Segment Start: Material for this exercise
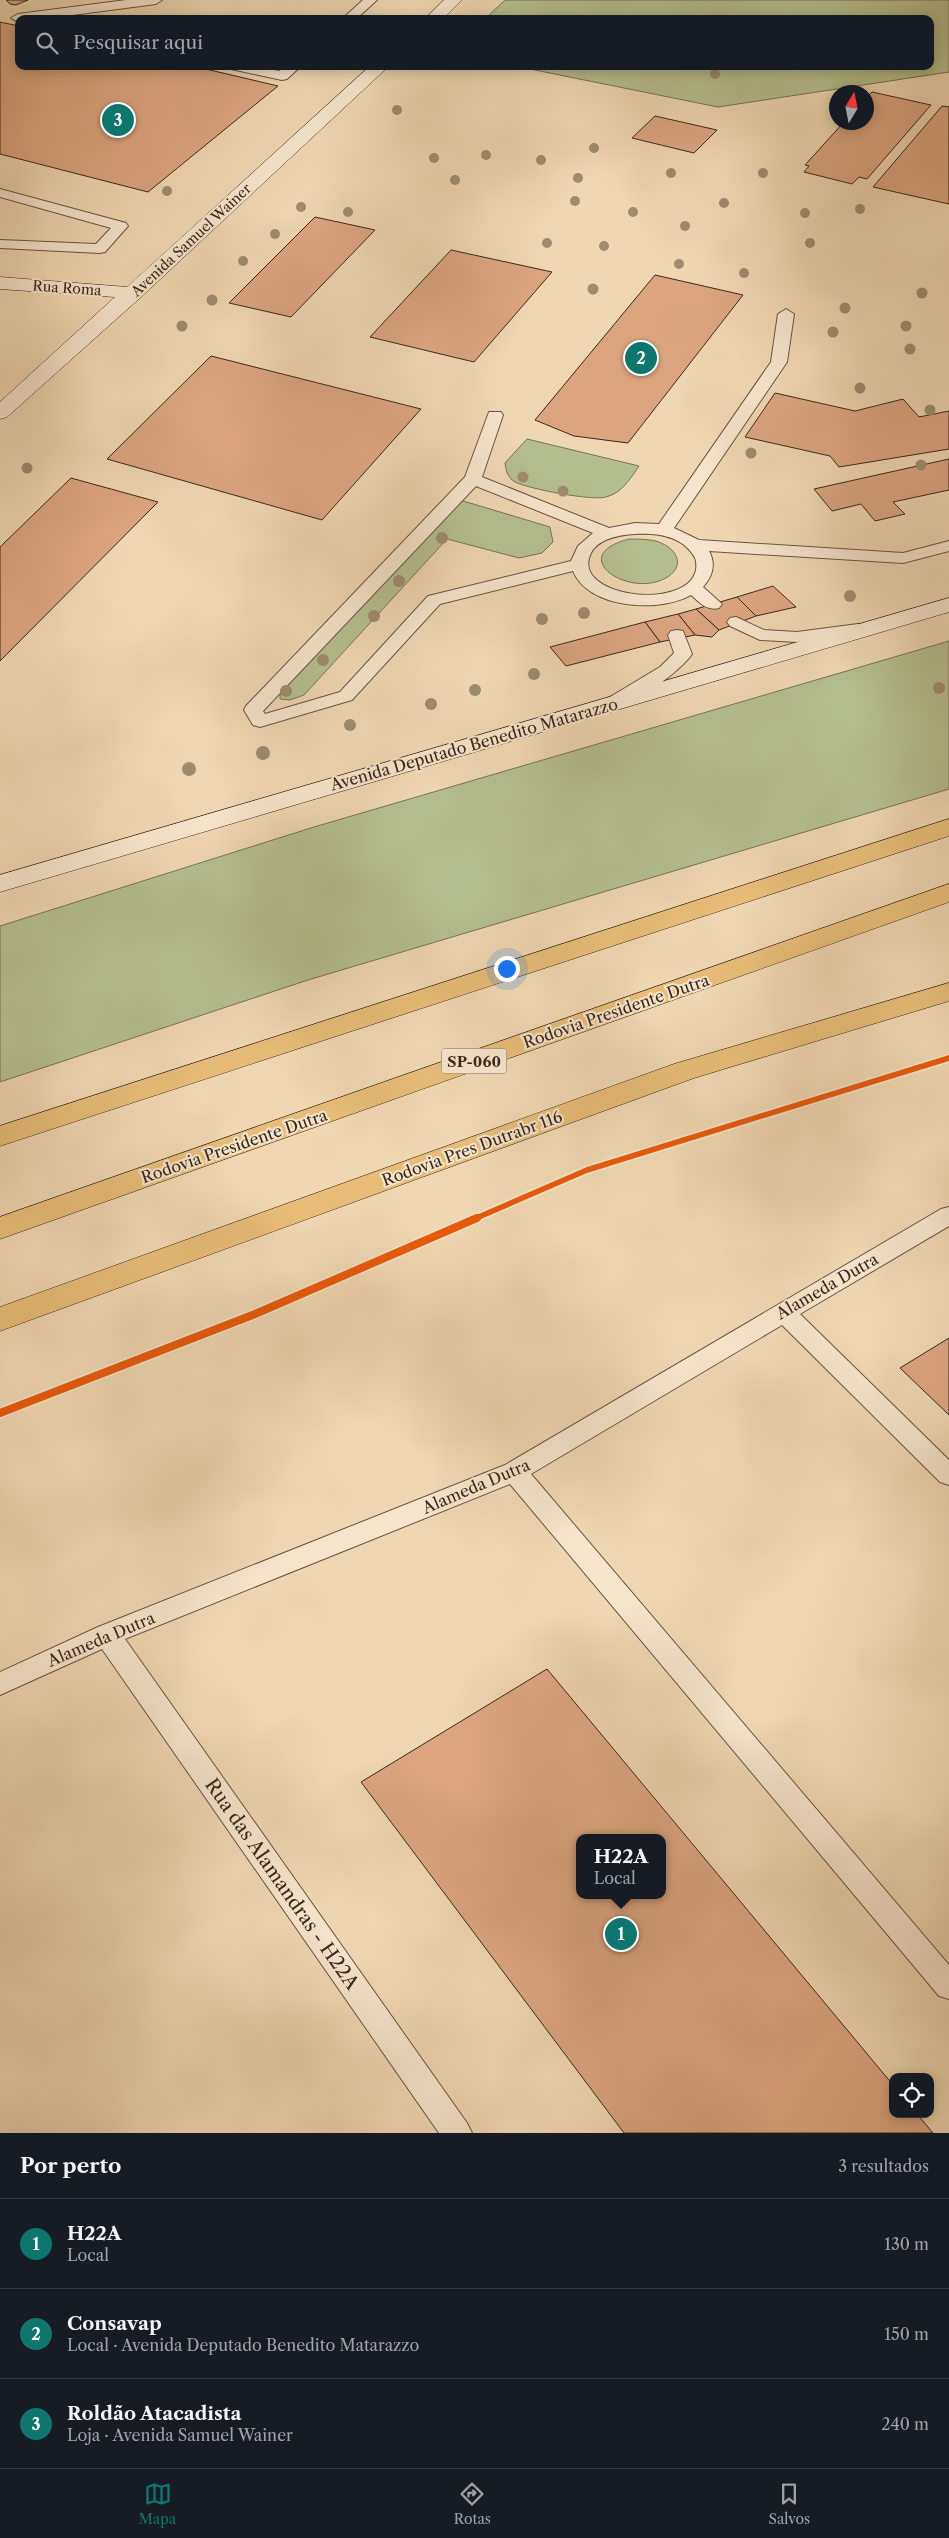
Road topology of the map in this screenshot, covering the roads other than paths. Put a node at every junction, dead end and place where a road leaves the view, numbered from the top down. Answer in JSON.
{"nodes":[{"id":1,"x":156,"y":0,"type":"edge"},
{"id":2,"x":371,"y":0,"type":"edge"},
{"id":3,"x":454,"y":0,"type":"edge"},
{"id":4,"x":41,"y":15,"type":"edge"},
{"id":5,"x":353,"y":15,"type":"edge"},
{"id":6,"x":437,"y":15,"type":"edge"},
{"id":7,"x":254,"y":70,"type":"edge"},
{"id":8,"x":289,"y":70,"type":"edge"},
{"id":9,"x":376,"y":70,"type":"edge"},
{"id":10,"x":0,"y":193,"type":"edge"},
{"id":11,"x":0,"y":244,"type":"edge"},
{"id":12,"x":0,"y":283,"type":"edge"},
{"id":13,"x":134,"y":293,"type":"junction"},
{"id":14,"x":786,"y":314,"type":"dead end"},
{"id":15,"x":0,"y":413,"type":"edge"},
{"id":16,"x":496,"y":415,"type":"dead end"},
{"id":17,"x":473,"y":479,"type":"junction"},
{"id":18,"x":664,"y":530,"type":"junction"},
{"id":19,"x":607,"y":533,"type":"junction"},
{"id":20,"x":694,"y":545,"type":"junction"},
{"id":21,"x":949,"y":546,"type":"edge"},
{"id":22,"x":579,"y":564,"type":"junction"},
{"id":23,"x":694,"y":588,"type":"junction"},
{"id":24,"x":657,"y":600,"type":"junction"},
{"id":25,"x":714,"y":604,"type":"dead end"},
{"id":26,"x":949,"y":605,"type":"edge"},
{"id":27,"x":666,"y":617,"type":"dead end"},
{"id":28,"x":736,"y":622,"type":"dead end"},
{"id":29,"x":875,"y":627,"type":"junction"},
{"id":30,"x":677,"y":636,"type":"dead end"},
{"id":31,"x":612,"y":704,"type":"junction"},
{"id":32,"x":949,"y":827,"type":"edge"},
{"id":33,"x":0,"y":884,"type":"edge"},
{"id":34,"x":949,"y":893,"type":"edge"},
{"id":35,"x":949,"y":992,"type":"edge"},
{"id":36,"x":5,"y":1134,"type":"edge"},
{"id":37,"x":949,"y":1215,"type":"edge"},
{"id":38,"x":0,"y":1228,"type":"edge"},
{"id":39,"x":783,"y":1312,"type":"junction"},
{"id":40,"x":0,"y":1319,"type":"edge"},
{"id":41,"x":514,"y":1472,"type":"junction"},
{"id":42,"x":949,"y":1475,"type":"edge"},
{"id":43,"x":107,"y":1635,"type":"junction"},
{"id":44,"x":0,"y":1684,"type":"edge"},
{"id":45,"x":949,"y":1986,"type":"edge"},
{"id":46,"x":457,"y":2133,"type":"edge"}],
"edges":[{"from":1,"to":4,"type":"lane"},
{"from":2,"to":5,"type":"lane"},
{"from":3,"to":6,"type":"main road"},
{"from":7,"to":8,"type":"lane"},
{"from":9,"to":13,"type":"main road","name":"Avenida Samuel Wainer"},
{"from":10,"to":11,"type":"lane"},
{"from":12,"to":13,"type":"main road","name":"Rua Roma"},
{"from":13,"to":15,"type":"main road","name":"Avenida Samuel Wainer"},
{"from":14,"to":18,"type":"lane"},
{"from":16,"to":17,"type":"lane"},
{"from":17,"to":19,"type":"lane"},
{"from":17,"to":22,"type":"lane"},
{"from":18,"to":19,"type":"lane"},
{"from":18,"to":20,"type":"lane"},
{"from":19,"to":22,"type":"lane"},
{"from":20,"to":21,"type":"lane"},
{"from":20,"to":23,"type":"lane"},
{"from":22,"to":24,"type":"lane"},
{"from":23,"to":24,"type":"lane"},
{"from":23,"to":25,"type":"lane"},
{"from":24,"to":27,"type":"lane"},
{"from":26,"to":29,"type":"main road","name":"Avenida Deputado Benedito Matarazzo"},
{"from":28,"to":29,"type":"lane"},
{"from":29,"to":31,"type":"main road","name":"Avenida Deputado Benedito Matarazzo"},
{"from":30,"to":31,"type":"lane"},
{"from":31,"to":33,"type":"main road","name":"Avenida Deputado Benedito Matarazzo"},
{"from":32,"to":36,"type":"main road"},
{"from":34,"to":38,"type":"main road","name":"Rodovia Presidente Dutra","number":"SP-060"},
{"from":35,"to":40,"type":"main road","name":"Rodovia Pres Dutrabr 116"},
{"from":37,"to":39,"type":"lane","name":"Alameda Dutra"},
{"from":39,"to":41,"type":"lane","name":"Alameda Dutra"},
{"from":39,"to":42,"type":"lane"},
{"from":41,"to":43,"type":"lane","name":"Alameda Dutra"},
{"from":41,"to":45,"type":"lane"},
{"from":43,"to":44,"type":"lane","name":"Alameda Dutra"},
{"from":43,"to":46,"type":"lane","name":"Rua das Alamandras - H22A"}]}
Segment End: Material for this exercise
Segment Start: Material for this exercise
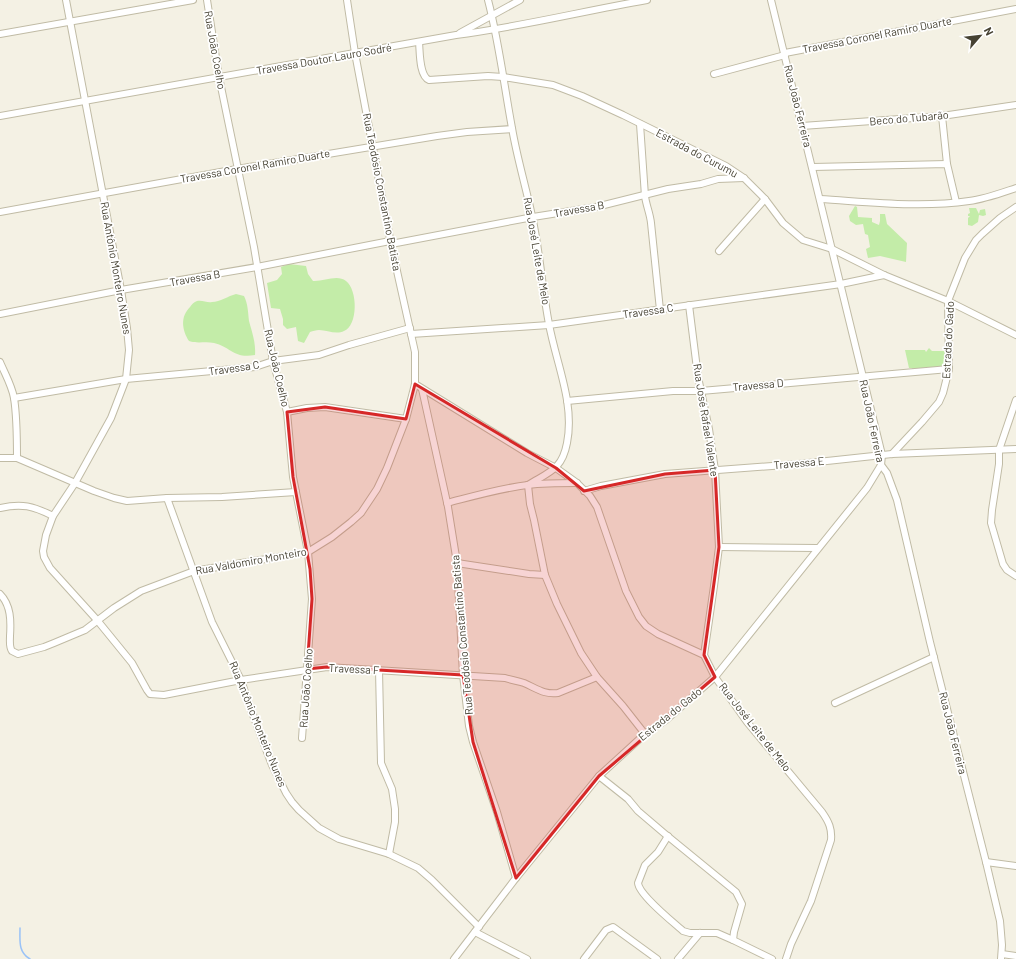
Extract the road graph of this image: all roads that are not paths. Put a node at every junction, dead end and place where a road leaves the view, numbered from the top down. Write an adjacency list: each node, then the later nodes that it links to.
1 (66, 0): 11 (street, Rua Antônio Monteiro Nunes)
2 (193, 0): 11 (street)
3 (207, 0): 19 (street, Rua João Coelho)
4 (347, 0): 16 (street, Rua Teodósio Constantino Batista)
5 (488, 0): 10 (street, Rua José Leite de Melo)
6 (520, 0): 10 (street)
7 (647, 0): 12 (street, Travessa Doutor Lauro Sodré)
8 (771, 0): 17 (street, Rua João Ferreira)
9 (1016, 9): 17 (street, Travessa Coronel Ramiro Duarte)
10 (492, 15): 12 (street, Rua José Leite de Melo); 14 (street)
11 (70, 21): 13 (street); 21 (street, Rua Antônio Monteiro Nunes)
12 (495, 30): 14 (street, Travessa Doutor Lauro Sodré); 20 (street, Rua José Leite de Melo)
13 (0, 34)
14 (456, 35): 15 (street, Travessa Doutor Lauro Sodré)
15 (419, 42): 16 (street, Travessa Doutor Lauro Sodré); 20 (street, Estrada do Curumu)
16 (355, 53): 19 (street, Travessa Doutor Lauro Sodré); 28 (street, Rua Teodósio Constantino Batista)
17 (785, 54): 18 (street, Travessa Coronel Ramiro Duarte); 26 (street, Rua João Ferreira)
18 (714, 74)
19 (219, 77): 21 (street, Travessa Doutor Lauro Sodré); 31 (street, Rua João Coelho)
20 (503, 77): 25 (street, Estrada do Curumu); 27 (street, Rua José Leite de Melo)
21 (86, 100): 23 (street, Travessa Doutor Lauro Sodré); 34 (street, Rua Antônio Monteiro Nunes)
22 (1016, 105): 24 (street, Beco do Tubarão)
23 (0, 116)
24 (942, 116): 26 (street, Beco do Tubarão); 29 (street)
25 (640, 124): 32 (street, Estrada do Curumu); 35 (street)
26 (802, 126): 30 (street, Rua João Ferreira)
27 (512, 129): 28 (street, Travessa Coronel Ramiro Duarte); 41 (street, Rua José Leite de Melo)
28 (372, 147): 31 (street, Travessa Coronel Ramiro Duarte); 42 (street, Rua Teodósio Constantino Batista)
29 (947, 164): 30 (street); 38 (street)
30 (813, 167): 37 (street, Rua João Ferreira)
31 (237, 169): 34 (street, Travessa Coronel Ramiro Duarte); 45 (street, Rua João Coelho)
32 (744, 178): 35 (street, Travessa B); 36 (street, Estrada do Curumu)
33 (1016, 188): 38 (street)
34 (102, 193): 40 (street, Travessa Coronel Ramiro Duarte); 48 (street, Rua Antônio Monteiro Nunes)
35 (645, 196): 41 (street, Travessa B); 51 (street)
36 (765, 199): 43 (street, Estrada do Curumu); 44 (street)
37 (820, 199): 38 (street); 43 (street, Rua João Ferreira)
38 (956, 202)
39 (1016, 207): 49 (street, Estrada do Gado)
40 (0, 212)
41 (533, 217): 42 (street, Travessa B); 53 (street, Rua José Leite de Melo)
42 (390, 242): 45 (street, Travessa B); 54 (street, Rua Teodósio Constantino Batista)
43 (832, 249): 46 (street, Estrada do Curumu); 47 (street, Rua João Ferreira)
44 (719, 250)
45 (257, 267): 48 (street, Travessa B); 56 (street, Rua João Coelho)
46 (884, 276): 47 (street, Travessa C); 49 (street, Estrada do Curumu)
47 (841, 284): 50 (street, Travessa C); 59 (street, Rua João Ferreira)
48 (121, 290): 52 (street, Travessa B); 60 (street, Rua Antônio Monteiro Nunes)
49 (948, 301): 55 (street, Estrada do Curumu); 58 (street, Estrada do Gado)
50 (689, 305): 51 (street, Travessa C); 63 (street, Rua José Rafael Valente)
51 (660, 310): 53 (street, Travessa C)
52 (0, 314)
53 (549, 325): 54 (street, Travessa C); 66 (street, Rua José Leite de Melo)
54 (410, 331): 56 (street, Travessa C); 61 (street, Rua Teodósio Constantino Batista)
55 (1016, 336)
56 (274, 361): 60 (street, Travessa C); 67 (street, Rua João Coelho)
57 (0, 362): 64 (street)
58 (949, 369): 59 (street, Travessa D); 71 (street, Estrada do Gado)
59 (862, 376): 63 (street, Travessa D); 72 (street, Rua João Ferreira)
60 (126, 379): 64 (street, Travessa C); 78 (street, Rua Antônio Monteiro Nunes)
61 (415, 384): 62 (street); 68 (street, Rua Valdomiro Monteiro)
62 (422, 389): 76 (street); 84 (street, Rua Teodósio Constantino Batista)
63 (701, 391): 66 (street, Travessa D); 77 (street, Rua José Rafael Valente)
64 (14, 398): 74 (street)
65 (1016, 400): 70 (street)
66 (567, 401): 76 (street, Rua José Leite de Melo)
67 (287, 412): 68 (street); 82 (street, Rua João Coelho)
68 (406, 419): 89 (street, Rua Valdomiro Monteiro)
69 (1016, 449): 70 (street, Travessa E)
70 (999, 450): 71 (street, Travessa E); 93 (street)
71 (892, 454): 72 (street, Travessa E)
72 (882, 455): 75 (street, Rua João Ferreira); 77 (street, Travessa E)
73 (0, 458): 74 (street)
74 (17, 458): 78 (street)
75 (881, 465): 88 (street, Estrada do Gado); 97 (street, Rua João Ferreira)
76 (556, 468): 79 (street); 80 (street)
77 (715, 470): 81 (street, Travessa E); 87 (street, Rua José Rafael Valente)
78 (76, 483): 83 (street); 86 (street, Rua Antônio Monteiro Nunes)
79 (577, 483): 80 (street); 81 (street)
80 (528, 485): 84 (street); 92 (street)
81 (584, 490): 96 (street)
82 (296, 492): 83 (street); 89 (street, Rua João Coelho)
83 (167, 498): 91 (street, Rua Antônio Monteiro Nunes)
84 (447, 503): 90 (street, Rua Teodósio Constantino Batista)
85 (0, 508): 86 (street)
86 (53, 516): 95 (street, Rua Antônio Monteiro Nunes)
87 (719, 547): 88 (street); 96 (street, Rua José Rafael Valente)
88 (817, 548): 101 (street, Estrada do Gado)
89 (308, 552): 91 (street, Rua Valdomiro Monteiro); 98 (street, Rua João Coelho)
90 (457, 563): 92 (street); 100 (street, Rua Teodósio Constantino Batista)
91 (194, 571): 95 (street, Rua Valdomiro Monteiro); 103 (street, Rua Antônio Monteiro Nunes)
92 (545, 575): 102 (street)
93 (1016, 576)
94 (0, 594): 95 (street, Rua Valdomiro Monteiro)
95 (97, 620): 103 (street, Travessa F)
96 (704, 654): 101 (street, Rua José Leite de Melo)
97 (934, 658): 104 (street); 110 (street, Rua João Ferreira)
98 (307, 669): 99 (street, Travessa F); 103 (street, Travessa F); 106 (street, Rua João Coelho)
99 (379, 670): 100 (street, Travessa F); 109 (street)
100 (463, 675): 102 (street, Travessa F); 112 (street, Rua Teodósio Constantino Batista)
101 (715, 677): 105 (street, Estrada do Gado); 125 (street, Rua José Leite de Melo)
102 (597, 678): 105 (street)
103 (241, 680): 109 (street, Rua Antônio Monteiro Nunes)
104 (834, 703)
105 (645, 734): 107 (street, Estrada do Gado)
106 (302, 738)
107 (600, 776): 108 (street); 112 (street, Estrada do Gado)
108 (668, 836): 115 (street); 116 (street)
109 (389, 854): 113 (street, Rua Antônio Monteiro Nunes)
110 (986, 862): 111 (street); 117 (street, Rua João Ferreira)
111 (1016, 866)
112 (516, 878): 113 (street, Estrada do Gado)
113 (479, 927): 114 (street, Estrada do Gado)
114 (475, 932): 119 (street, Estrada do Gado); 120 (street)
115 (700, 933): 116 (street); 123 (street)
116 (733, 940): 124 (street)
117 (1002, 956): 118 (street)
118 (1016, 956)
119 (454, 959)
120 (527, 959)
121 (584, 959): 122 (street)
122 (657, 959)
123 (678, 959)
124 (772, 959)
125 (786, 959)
Segment End: Material for this exercise
* _Problem to work on_
All lines with the word "view" are needed; pull them from the entries and copy each.

* _Answer area_
Road topology of the map in this screenshot, covering the roads other than paths. Put a node at every junction, dead end and place where a road leaves the view, numbered from the top down. Answer in JSON.
Extract the road graph of this image: all roads that are not paths. Put a node at every junction, dead end and place where a road leaves the view, numbered from the top down. Write an adjacency list: each node, then the later nodes that it links to.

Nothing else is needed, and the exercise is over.